[EXTRACTED MATERIAL Boundary: Start]
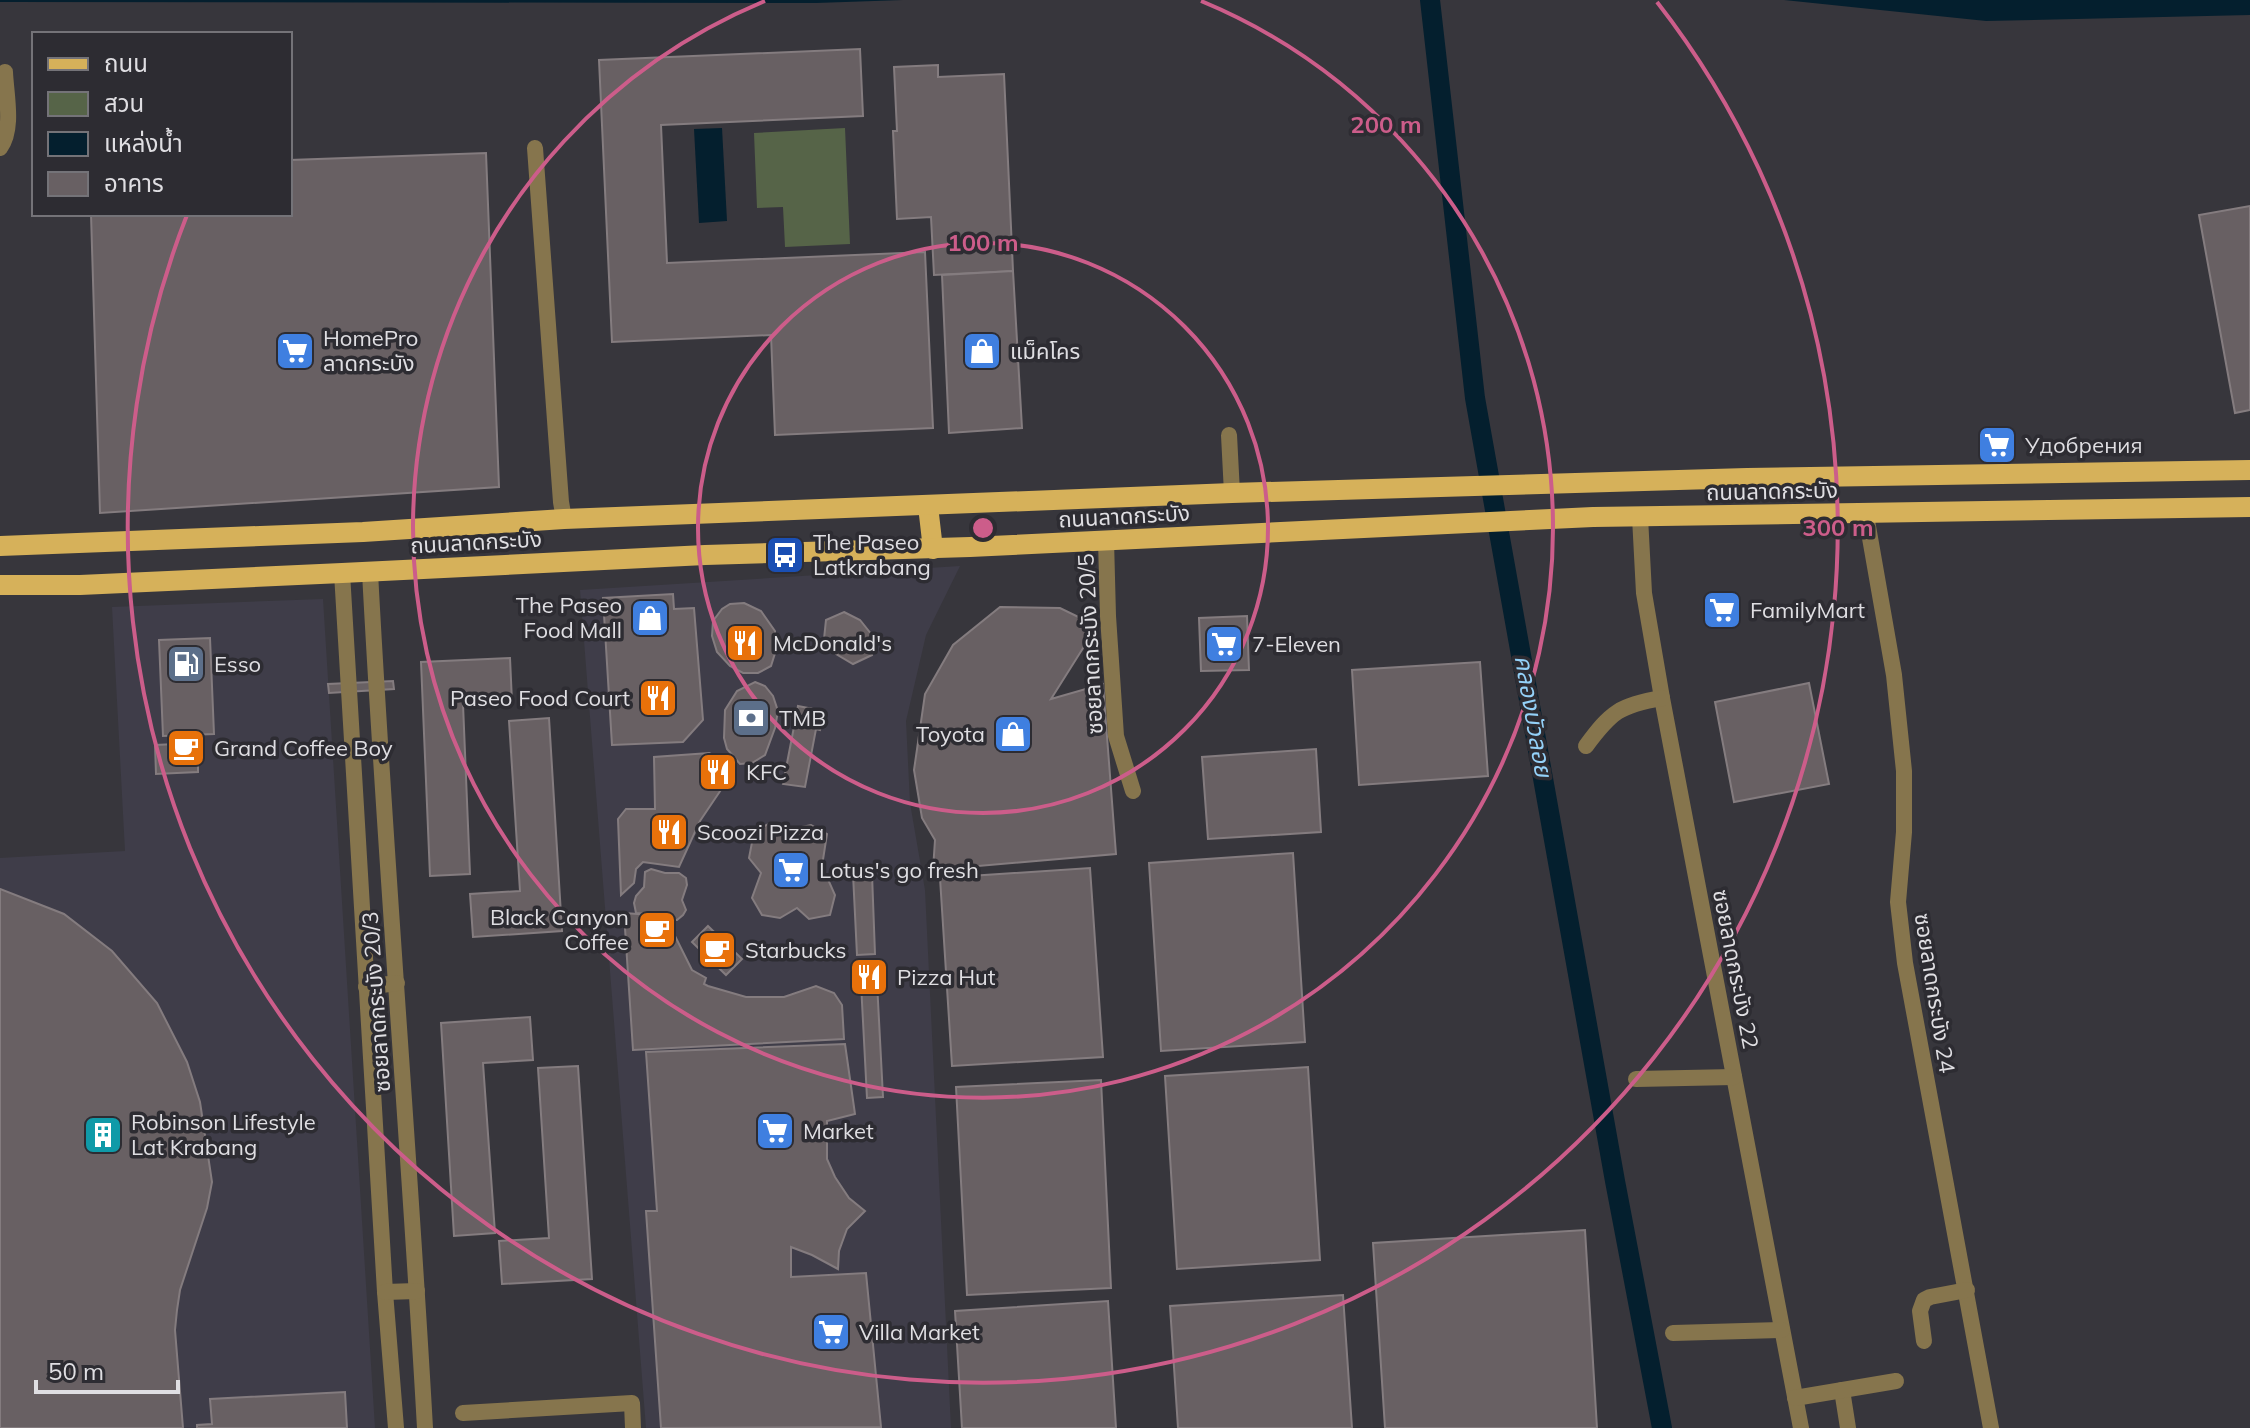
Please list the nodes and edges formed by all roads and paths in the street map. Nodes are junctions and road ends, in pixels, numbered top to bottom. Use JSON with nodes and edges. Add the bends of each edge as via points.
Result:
{"nodes":[{"id":1,"x":5,"y":72,"type":"dead end"},
{"id":2,"x":0,"y":148,"type":"edge"},
{"id":3,"x":535,"y":148,"type":"dead end"},
{"id":4,"x":1229,"y":435,"type":"dead end"},
{"id":5,"x":2250,"y":470,"type":"edge"},
{"id":6,"x":1232,"y":493,"type":"junction"},
{"id":7,"x":928,"y":506,"type":"junction"},
{"id":8,"x":2250,"y":507,"type":"edge"},
{"id":9,"x":1866,"y":515,"type":"junction"},
{"id":10,"x":1640,"y":517,"type":"junction"},
{"id":11,"x":564,"y":519,"type":"junction"},
{"id":12,"x":1106,"y":540,"type":"junction"},
{"id":13,"x":0,"y":546,"type":"edge"},
{"id":14,"x":933,"y":549,"type":"junction"},
{"id":15,"x":370,"y":572,"type":"junction"},
{"id":16,"x":342,"y":573,"type":"junction"},
{"id":17,"x":0,"y":585,"type":"edge"},
{"id":18,"x":1662,"y":698,"type":"junction"},
{"id":19,"x":1586,"y":746,"type":"dead end"},
{"id":20,"x":382,"y":791,"type":"junction"},
{"id":21,"x":1133,"y":791,"type":"dead end"},
{"id":22,"x":355,"y":792,"type":"junction"},
{"id":23,"x":397,"y":983,"type":"junction"},
{"id":24,"x":366,"y":987,"type":"junction"},
{"id":25,"x":1734,"y":1077,"type":"junction"},
{"id":26,"x":1636,"y":1079,"type":"dead end"},
{"id":27,"x":1967,"y":1290,"type":"junction"},
{"id":28,"x":417,"y":1291,"type":"junction"},
{"id":29,"x":385,"y":1292,"type":"junction"},
{"id":30,"x":1782,"y":1330,"type":"junction"},
{"id":31,"x":1673,"y":1333,"type":"dead end"},
{"id":32,"x":1924,"y":1341,"type":"dead end"},
{"id":33,"x":422,"y":1375,"type":"junction"},
{"id":34,"x":391,"y":1377,"type":"junction"},
{"id":35,"x":1896,"y":1381,"type":"dead end"},
{"id":36,"x":1842,"y":1390,"type":"junction"},
{"id":37,"x":1795,"y":1398,"type":"junction"},
{"id":38,"x":463,"y":1413,"type":"dead end"},
{"id":39,"x":396,"y":1428,"type":"edge"},
{"id":40,"x":425,"y":1428,"type":"edge"},
{"id":41,"x":633,"y":1428,"type":"edge"},
{"id":42,"x":1801,"y":1428,"type":"edge"},
{"id":43,"x":1848,"y":1428,"type":"edge"},
{"id":44,"x":1991,"y":1428,"type":"edge"}],
"edges":[{"from":1,"to":2,"type":"street","via":[[8,123]]},
{"from":3,"to":11,"type":"street"},
{"from":4,"to":6,"type":"street"},
{"from":5,"to":6,"type":"main road","name":"ถนนลาดกระบัง"},
{"from":6,"to":7,"type":"main road","name":"ถนนลาดกระบัง"},
{"from":7,"to":11,"type":"main road","name":"ถนนลาดกระบัง"},
{"from":7,"to":14,"type":"main road"},
{"from":8,"to":9,"type":"main road","name":"ถนนลาดกระบัง"},
{"from":9,"to":10,"type":"main road","name":"ถนนลาดกระบัง"},
{"from":9,"to":27,"type":"street","name":"ซอยลาดกระบัง 24","via":[[1894,675],[1904,771],[1900,926]]},
{"from":10,"to":12,"type":"main road","name":"ถนนลาดกระบัง"},
{"from":10,"to":18,"type":"street","name":"ซอยลาดกระบัง 22","via":[[1644,593]]},
{"from":11,"to":13,"type":"main road","name":"ถนนลาดกระบัง"},
{"from":12,"to":14,"type":"main road","name":"ถนนลาดกระบัง"},
{"from":12,"to":21,"type":"street","name":"ซอยลาดกระบัง 20/5","via":[[1116,736]]},
{"from":14,"to":15,"type":"main road","name":"ถนนลาดกระบัง"},
{"from":15,"to":16,"type":"main road","name":"ถนนลาดกระบัง"},
{"from":15,"to":20,"type":"street","name":"ซอยลาดกระบัง 20/3"},
{"from":16,"to":17,"type":"main road","name":"ถนนลาดกระบัง"},
{"from":16,"to":22,"type":"street","name":"ซอยลาดกระบัง 20/3"},
{"from":18,"to":19,"type":"street","via":[[1621,708]]},
{"from":18,"to":25,"type":"street","name":"ซอยลาดกระบัง 22"},
{"from":20,"to":22,"type":"street"},
{"from":20,"to":23,"type":"street","name":"ซอยลาดกระบัง 20/3"},
{"from":22,"to":24,"type":"street","name":"ซอยลาดกระบัง 20/3"},
{"from":23,"to":24,"type":"street"},
{"from":23,"to":28,"type":"street","name":"ซอยลาดกระบัง 20/3"},
{"from":24,"to":29,"type":"street","name":"ซอยลาดกระบัง 20/3"},
{"from":25,"to":26,"type":"street"},
{"from":25,"to":30,"type":"street","name":"ซอยลาดกระบัง 22"},
{"from":27,"to":32,"type":"street","via":[[1924,1300]]},
{"from":27,"to":44,"type":"street","name":"ซอยลาดกระบัง 24"},
{"from":28,"to":29,"type":"street"},
{"from":28,"to":33,"type":"street","name":"ซอยลาดกระบัง 20/3"},
{"from":29,"to":34,"type":"street","name":"ซอยลาดกระบัง 20/3"},
{"from":30,"to":31,"type":"street"},
{"from":30,"to":37,"type":"street","name":"ซอยลาดกระบัง 22"},
{"from":33,"to":34,"type":"street"},
{"from":33,"to":40,"type":"street","name":"ซอยลาดกระบัง 20/3"},
{"from":34,"to":39,"type":"street","name":"ซอยลาดกระบัง 20/3"},
{"from":35,"to":36,"type":"street"},
{"from":36,"to":37,"type":"street"},
{"from":36,"to":43,"type":"street"},
{"from":37,"to":42,"type":"street","name":"ซอยลาดกระบัง 22"},
{"from":38,"to":41,"type":"street","via":[[632,1403]]}]}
[EXTRACTED MATERIAL Boundary: End]
REQUIRED WORK - Transcribe all the records above word for word, without their images.

WORKED SOLUTION -
Please list the nodes and edges formed by all roads and paths in the street map. Nodes are junctions and road ends, in pixels, numbered top to bottom. Use JSON with nodes and edges. Add the bends of each edge as via points.
Result:
{"nodes":[{"id":1,"x":5,"y":72,"type":"dead end"},
{"id":2,"x":0,"y":148,"type":"edge"},
{"id":3,"x":535,"y":148,"type":"dead end"},
{"id":4,"x":1229,"y":435,"type":"dead end"},
{"id":5,"x":2250,"y":470,"type":"edge"},
{"id":6,"x":1232,"y":493,"type":"junction"},
{"id":7,"x":928,"y":506,"type":"junction"},
{"id":8,"x":2250,"y":507,"type":"edge"},
{"id":9,"x":1866,"y":515,"type":"junction"},
{"id":10,"x":1640,"y":517,"type":"junction"},
{"id":11,"x":564,"y":519,"type":"junction"},
{"id":12,"x":1106,"y":540,"type":"junction"},
{"id":13,"x":0,"y":546,"type":"edge"},
{"id":14,"x":933,"y":549,"type":"junction"},
{"id":15,"x":370,"y":572,"type":"junction"},
{"id":16,"x":342,"y":573,"type":"junction"},
{"id":17,"x":0,"y":585,"type":"edge"},
{"id":18,"x":1662,"y":698,"type":"junction"},
{"id":19,"x":1586,"y":746,"type":"dead end"},
{"id":20,"x":382,"y":791,"type":"junction"},
{"id":21,"x":1133,"y":791,"type":"dead end"},
{"id":22,"x":355,"y":792,"type":"junction"},
{"id":23,"x":397,"y":983,"type":"junction"},
{"id":24,"x":366,"y":987,"type":"junction"},
{"id":25,"x":1734,"y":1077,"type":"junction"},
{"id":26,"x":1636,"y":1079,"type":"dead end"},
{"id":27,"x":1967,"y":1290,"type":"junction"},
{"id":28,"x":417,"y":1291,"type":"junction"},
{"id":29,"x":385,"y":1292,"type":"junction"},
{"id":30,"x":1782,"y":1330,"type":"junction"},
{"id":31,"x":1673,"y":1333,"type":"dead end"},
{"id":32,"x":1924,"y":1341,"type":"dead end"},
{"id":33,"x":422,"y":1375,"type":"junction"},
{"id":34,"x":391,"y":1377,"type":"junction"},
{"id":35,"x":1896,"y":1381,"type":"dead end"},
{"id":36,"x":1842,"y":1390,"type":"junction"},
{"id":37,"x":1795,"y":1398,"type":"junction"},
{"id":38,"x":463,"y":1413,"type":"dead end"},
{"id":39,"x":396,"y":1428,"type":"edge"},
{"id":40,"x":425,"y":1428,"type":"edge"},
{"id":41,"x":633,"y":1428,"type":"edge"},
{"id":42,"x":1801,"y":1428,"type":"edge"},
{"id":43,"x":1848,"y":1428,"type":"edge"},
{"id":44,"x":1991,"y":1428,"type":"edge"}],
"edges":[{"from":1,"to":2,"type":"street","via":[[8,123]]},
{"from":3,"to":11,"type":"street"},
{"from":4,"to":6,"type":"street"},
{"from":5,"to":6,"type":"main road","name":"ถนนลาดกระบัง"},
{"from":6,"to":7,"type":"main road","name":"ถนนลาดกระบัง"},
{"from":7,"to":11,"type":"main road","name":"ถนนลาดกระบัง"},
{"from":7,"to":14,"type":"main road"},
{"from":8,"to":9,"type":"main road","name":"ถนนลาดกระบัง"},
{"from":9,"to":10,"type":"main road","name":"ถนนลาดกระบัง"},
{"from":9,"to":27,"type":"street","name":"ซอยลาดกระบัง 24","via":[[1894,675],[1904,771],[1900,926]]},
{"from":10,"to":12,"type":"main road","name":"ถนนลาดกระบัง"},
{"from":10,"to":18,"type":"street","name":"ซอยลาดกระบัง 22","via":[[1644,593]]},
{"from":11,"to":13,"type":"main road","name":"ถนนลาดกระบัง"},
{"from":12,"to":14,"type":"main road","name":"ถนนลาดกระบัง"},
{"from":12,"to":21,"type":"street","name":"ซอยลาดกระบัง 20/5","via":[[1116,736]]},
{"from":14,"to":15,"type":"main road","name":"ถนนลาดกระบัง"},
{"from":15,"to":16,"type":"main road","name":"ถนนลาดกระบัง"},
{"from":15,"to":20,"type":"street","name":"ซอยลาดกระบัง 20/3"},
{"from":16,"to":17,"type":"main road","name":"ถนนลาดกระบัง"},
{"from":16,"to":22,"type":"street","name":"ซอยลาดกระบัง 20/3"},
{"from":18,"to":19,"type":"street","via":[[1621,708]]},
{"from":18,"to":25,"type":"street","name":"ซอยลาดกระบัง 22"},
{"from":20,"to":22,"type":"street"},
{"from":20,"to":23,"type":"street","name":"ซอยลาดกระบัง 20/3"},
{"from":22,"to":24,"type":"street","name":"ซอยลาดกระบัง 20/3"},
{"from":23,"to":24,"type":"street"},
{"from":23,"to":28,"type":"street","name":"ซอยลาดกระบัง 20/3"},
{"from":24,"to":29,"type":"street","name":"ซอยลาดกระบัง 20/3"},
{"from":25,"to":26,"type":"street"},
{"from":25,"to":30,"type":"street","name":"ซอยลาดกระบัง 22"},
{"from":27,"to":32,"type":"street","via":[[1924,1300]]},
{"from":27,"to":44,"type":"street","name":"ซอยลาดกระบัง 24"},
{"from":28,"to":29,"type":"street"},
{"from":28,"to":33,"type":"street","name":"ซอยลาดกระบัง 20/3"},
{"from":29,"to":34,"type":"street","name":"ซอยลาดกระบัง 20/3"},
{"from":30,"to":31,"type":"street"},
{"from":30,"to":37,"type":"street","name":"ซอยลาดกระบัง 22"},
{"from":33,"to":34,"type":"street"},
{"from":33,"to":40,"type":"street","name":"ซอยลาดกระบัง 20/3"},
{"from":34,"to":39,"type":"street","name":"ซอยลาดกระบัง 20/3"},
{"from":35,"to":36,"type":"street"},
{"from":36,"to":37,"type":"street"},
{"from":36,"to":43,"type":"street"},
{"from":37,"to":42,"type":"street","name":"ซอยลาดกระบัง 22"},
{"from":38,"to":41,"type":"street","via":[[632,1403]]}]}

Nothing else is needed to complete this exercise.